The Rockridge® Guide to Tennessee Benefit Corporations

Wanting to know more about Tennessee Benefit Corporations?

…because you want to become a certified by B Lab ?

…because you want to lock in your profitable purpose as you grow?

…because you want to brand and capture public goodwill as a benefit company?

…because you want to attract top-notch talent as you scale?

…because you want to grow a relevant, scalable, and sustainable enterprise?

Then this guide’s for you!

Fundamentals of Tennessee Benefit Corporations

B Corps aren’t Benefit Corporations (necessarily) — Certified B Corps are companies and validated to be good corporate citizens with business models. They get to brand themselves with the B Corp logo, similar to the way buildings can certify as LEED and chocolatiers as Fair Trade. As part of the B Corp certification process, B Lab requires companies that are legally structured as corporations to convert to Public Benefit Corporations. However, LLC’s and even sole proprietors can become Certified B Corps. If you are a sole proprietor or LLC, you don’t necessarily have to convert to a Benefit Corporation to become a B Corp. Also, you can realize the many advantages of a Tennessee Benefit Corporation legal structure even if you never intend to certify with B Lab as a B Corp business. .

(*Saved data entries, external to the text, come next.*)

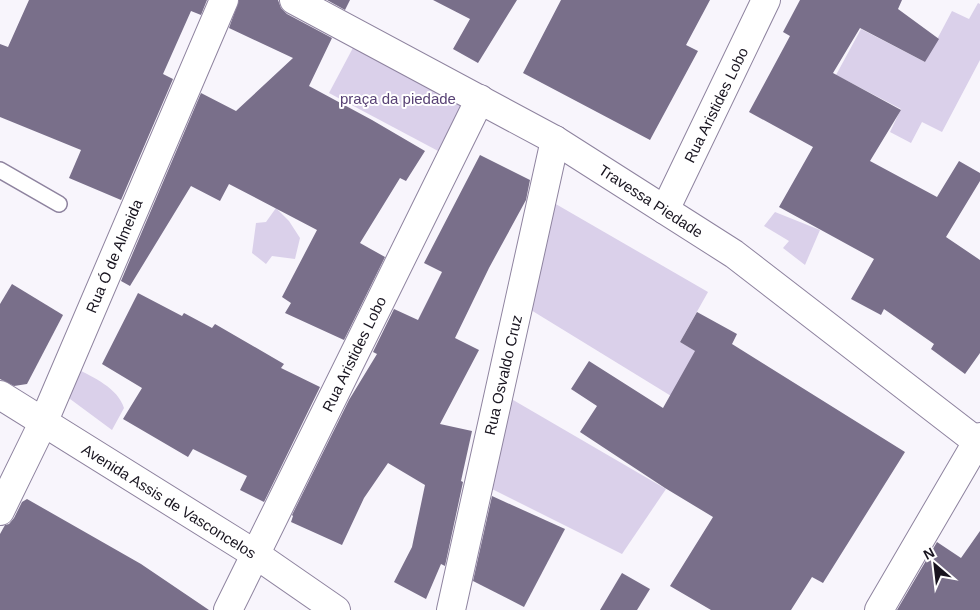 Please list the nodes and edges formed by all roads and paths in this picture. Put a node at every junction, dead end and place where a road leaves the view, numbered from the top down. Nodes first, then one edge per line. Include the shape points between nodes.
1 (224, 0) edge
2 (294, 0) edge
3 (766, 0) edge
4 (480, 99) junction
5 (555, 140) junction
6 (0, 170) edge
7 (60, 204) dead end
8 (665, 210) junction
9 (0, 395) edge
10 (43, 423) junction
11 (979, 441) edge
12 (0, 511) edge
13 (255, 554) junction
14 (228, 610) edge
15 (336, 610) edge
16 (450, 610) edge
17 (879, 610) edge

1 - 10 street, Rua Ó de Almeida
2 - 4 street, Travessa Piedade
3 - 8 street, Rua Aristides Lobo
4 - 5 street, Travessa Piedade
4 - 13 street, Rua Aristides Lobo
5 - 8 street, Travessa Piedade
5 - 16 street, Rua Osvaldo Cruz
6 - 7 lane
8 - 11 street, Travessa Piedade via 734,254
9 - 10 street, Avenida Assis de Vasconcelos
10 - 12 street, Rua Ó de Almeida
10 - 13 street, Avenida Assis de Vasconcelos
11 - 17 street
13 - 14 street, Rua Aristides Lobo
13 - 15 street, Avenida Assis de Vasconcelos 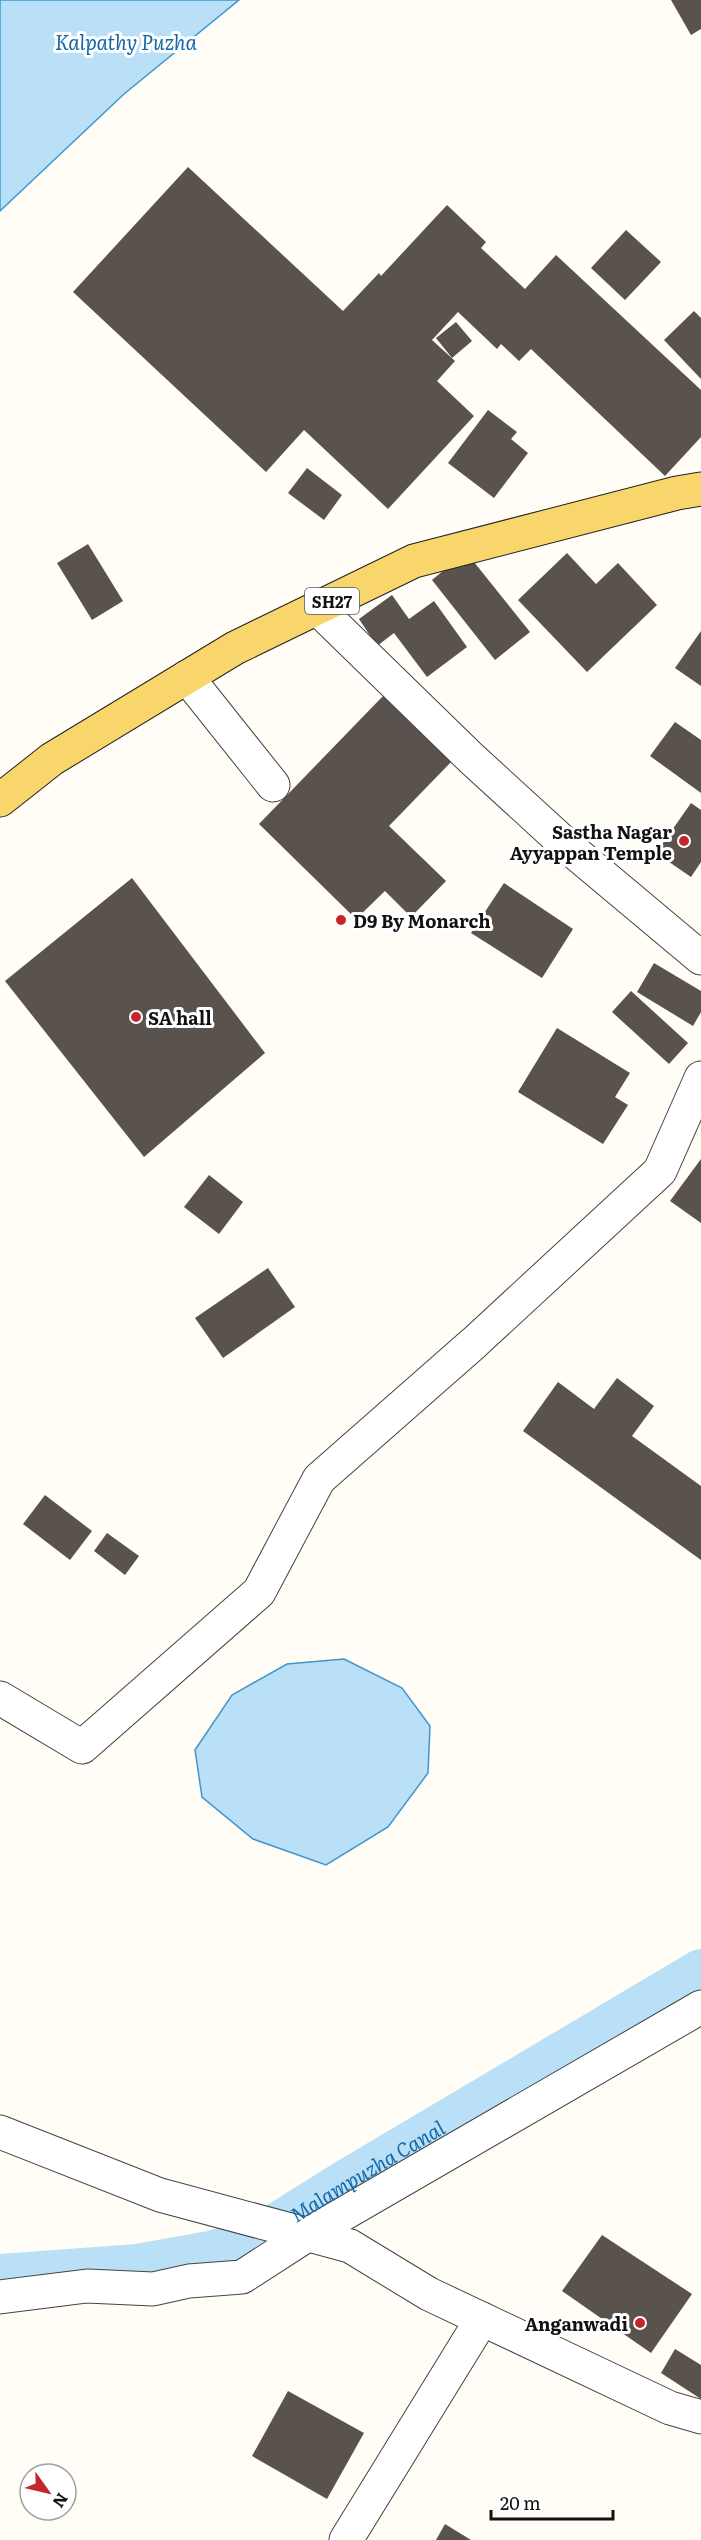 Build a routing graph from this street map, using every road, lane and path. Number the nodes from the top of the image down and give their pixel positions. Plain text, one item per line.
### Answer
1 (701, 489) edge
2 (317, 608) junction
3 (187, 677) junction
4 (273, 785) dead end
5 (0, 800) edge
6 (701, 958) edge
7 (701, 1078) edge
8 (0, 1698) edge
9 (701, 2007) edge
10 (0, 2132) edge
11 (283, 2228) junction
12 (0, 2296) edge
13 (483, 2319) junction
14 (701, 2417) edge
15 (346, 2540) edge

1 - 2 main road, SH27
2 - 3 main road, SH27
2 - 6 street
3 - 4 street
3 - 5 main road, SH27
7 - 8 street
9 - 11 street
10 - 11 street
11 - 12 street
11 - 13 street
13 - 14 street
13 - 15 street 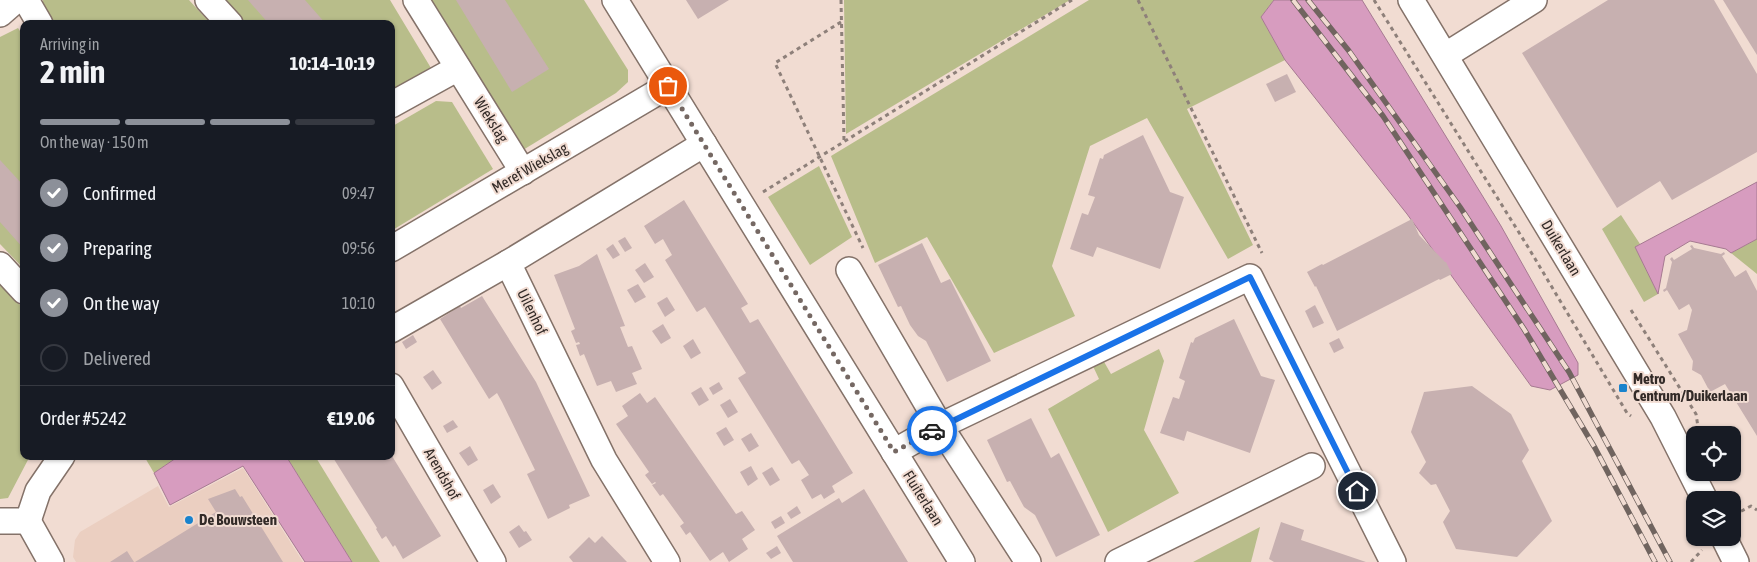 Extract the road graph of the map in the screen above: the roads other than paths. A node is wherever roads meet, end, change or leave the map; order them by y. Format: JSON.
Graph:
{"nodes":[{"id":1,"x":16,"y":0,"type":"edge"},
{"id":2,"x":26,"y":0,"type":"edge"},
{"id":3,"x":208,"y":0,"type":"edge"},
{"id":4,"x":416,"y":0,"type":"edge"},
{"id":5,"x":615,"y":0,"type":"edge"},
{"id":6,"x":1411,"y":0,"type":"edge"},
{"id":7,"x":1534,"y":0,"type":"edge"},
{"id":8,"x":0,"y":14,"type":"edge"},
{"id":9,"x":38,"y":20,"type":"edge"},
{"id":10,"x":226,"y":20,"type":"edge"},
{"id":11,"x":1446,"y":55,"type":"junction"},
{"id":12,"x":458,"y":68,"type":"junction"},
{"id":13,"x":668,"y":86,"type":"junction"},
{"id":14,"x":395,"y":103,"type":"edge"},
{"id":15,"x":704,"y":144,"type":"junction"},
{"id":16,"x":523,"y":172,"type":"junction"},
{"id":17,"x":395,"y":247,"type":"edge"},
{"id":18,"x":508,"y":263,"type":"junction"},
{"id":19,"x":0,"y":265,"type":"edge"},
{"id":20,"x":849,"y":270,"type":"road end"},
{"id":21,"x":20,"y":287,"type":"edge"},
{"id":22,"x":395,"y":328,"type":"edge"},
{"id":23,"x":395,"y":393,"type":"edge"},
{"id":24,"x":940,"y":426,"type":"junction"},
{"id":25,"x":894,"y":452,"type":"junction"},
{"id":26,"x":59,"y":460,"type":"edge"},
{"id":27,"x":1312,"y":466,"type":"dead end"},
{"id":28,"x":1700,"y":491,"type":"edge"},
{"id":29,"x":0,"y":521,"type":"edge"},
{"id":30,"x":28,"y":521,"type":"junction"},
{"id":31,"x":1718,"y":546,"type":"edge"},
{"id":32,"x":52,"y":562,"type":"edge"},
{"id":33,"x":493,"y":562,"type":"edge"},
{"id":34,"x":667,"y":562,"type":"edge"},
{"id":35,"x":962,"y":562,"type":"edge"},
{"id":36,"x":1028,"y":562,"type":"edge"},
{"id":37,"x":1118,"y":562,"type":"edge"},
{"id":38,"x":1393,"y":562,"type":"edge"},
{"id":39,"x":1736,"y":562,"type":"edge"}],
"edges":[{"from":1,"to":8,"type":"street"},
{"from":2,"to":9,"type":"street"},
{"from":3,"to":10,"type":"street"},
{"from":4,"to":12,"type":"street","name":"Wiekslag"},
{"from":5,"to":13,"type":"street","name":"Fluiterlaan"},
{"from":6,"to":11,"type":"street","name":"Duikerlaan"},
{"from":7,"to":11,"type":"street"},
{"from":11,"to":28,"type":"street","name":"Duikerlaan"},
{"from":12,"to":14,"type":"street"},
{"from":12,"to":16,"type":"street","name":"Wiekslag"},
{"from":13,"to":15,"type":"street","name":"Fluiterlaan"},
{"from":13,"to":16,"type":"street","name":"Meref Wiekslag"},
{"from":15,"to":18,"type":"street"},
{"from":15,"to":25,"type":"street","name":"Fluiterlaan"},
{"from":16,"to":17,"type":"street","name":"Meref Wiekslag"},
{"from":18,"to":22,"type":"street"},
{"from":18,"to":34,"type":"street","name":"Uilenhof"},
{"from":19,"to":21,"type":"street"},
{"from":20,"to":24,"type":"street"},
{"from":23,"to":33,"type":"street","name":"Arendshof"},
{"from":24,"to":25,"type":"street"},
{"from":24,"to":36,"type":"street"},
{"from":24,"to":38,"type":"street"},
{"from":25,"to":35,"type":"street","name":"Fluiterlaan"},
{"from":26,"to":30,"type":"street"},
{"from":27,"to":37,"type":"street"},
{"from":29,"to":30,"type":"street"},
{"from":30,"to":32,"type":"street"},
{"from":31,"to":39,"type":"street"}]} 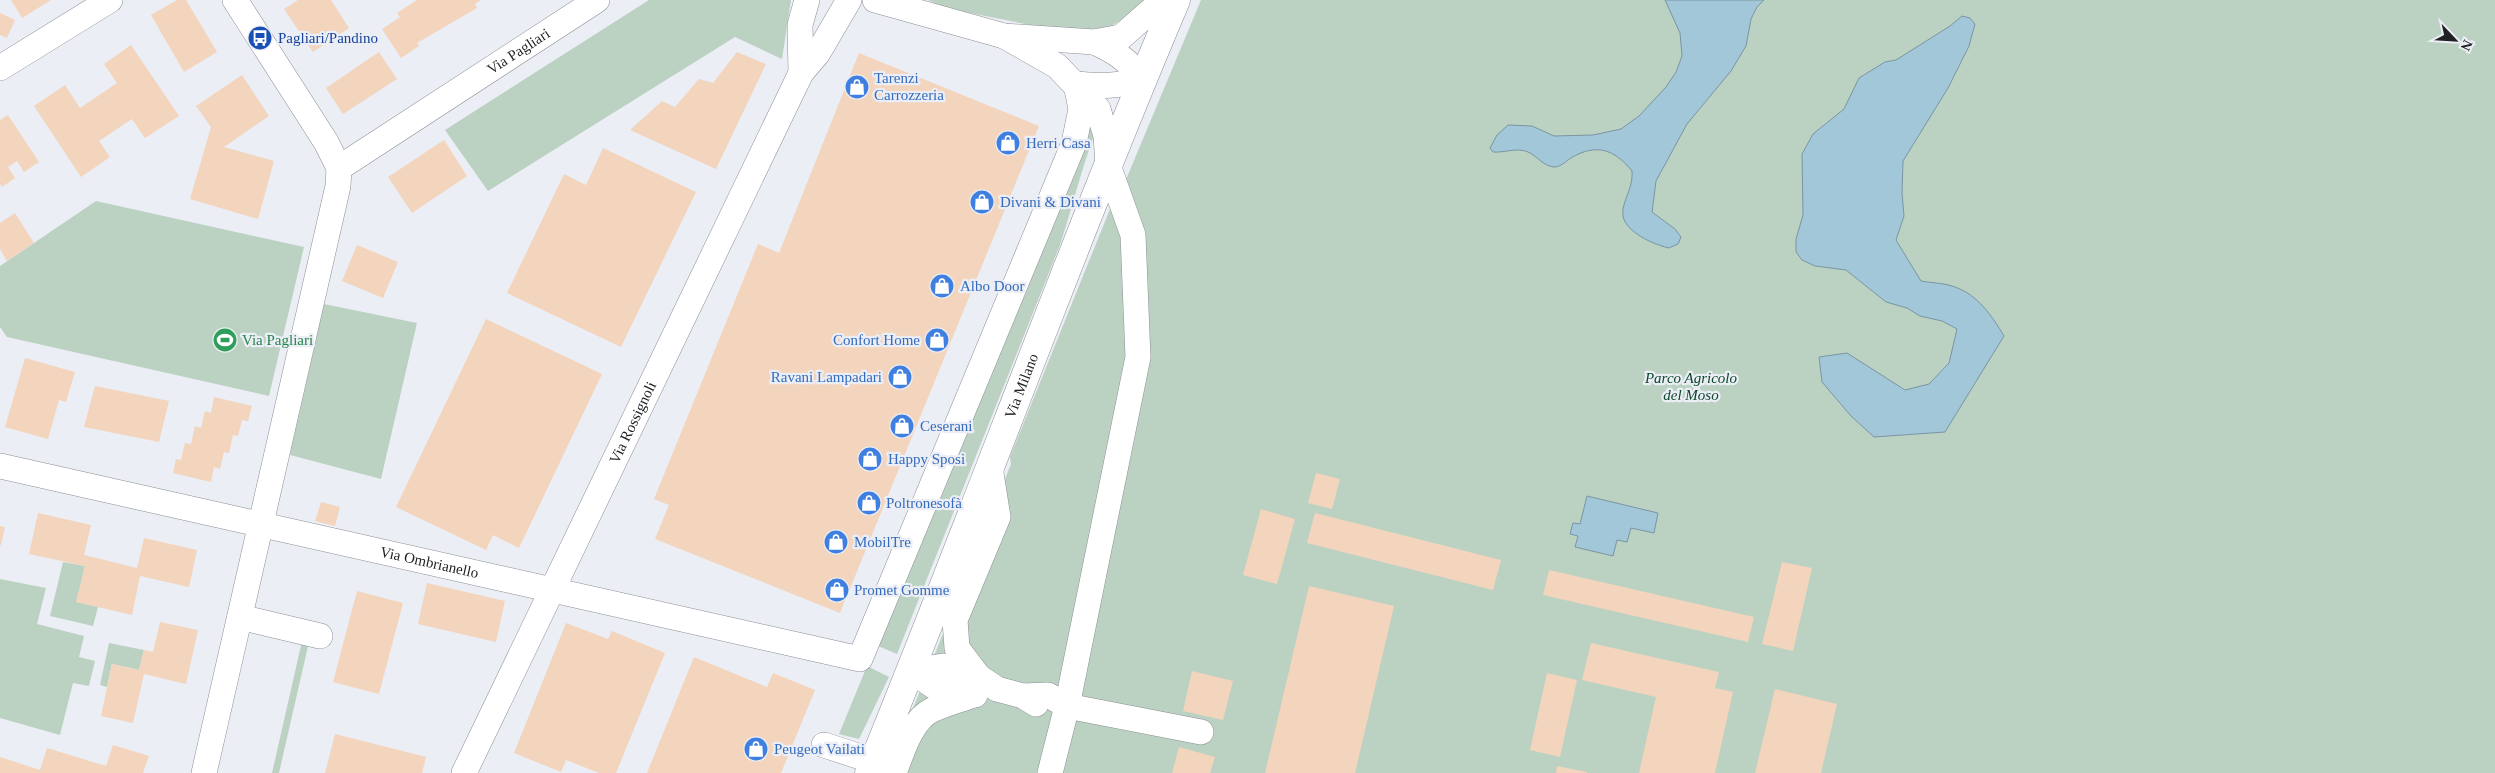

Big Orange not Big Apple — Tennessee Benefit Corporations are governed by Tennessee law — not Delaware, not New York, not France — this is as Tennessee as Dolly and Jack. When registering and operating as a Tennessee Benefit Corporation, you need to make sure you are following the Tennessee statute and ongoing legal standards when it comes to transparency, shareholder rights, and other key operational aspects. If you are not following the rules, e.g. how and when to publish your required impact reports, then you can lose the protections of the Benefit Corporation framework, and potentially be subject to shareholder disputes. Fortunately, the Christopher & Panasci ESG team at Rockridge can help you understand best operational practices and what the Tennessee Benefit Corporation means for your investors, executives, and customers.

Peaches and Peaches to the IRS — Your Tennessee Benefit Corporation is treated like a typical corporation for tax purposes. There are no magic tax breaks here, but your accountant can guide you on what impact expenses may be deductible to a Benefit Corporation that otherwise aren’t connected to the purpose of a standard corporation.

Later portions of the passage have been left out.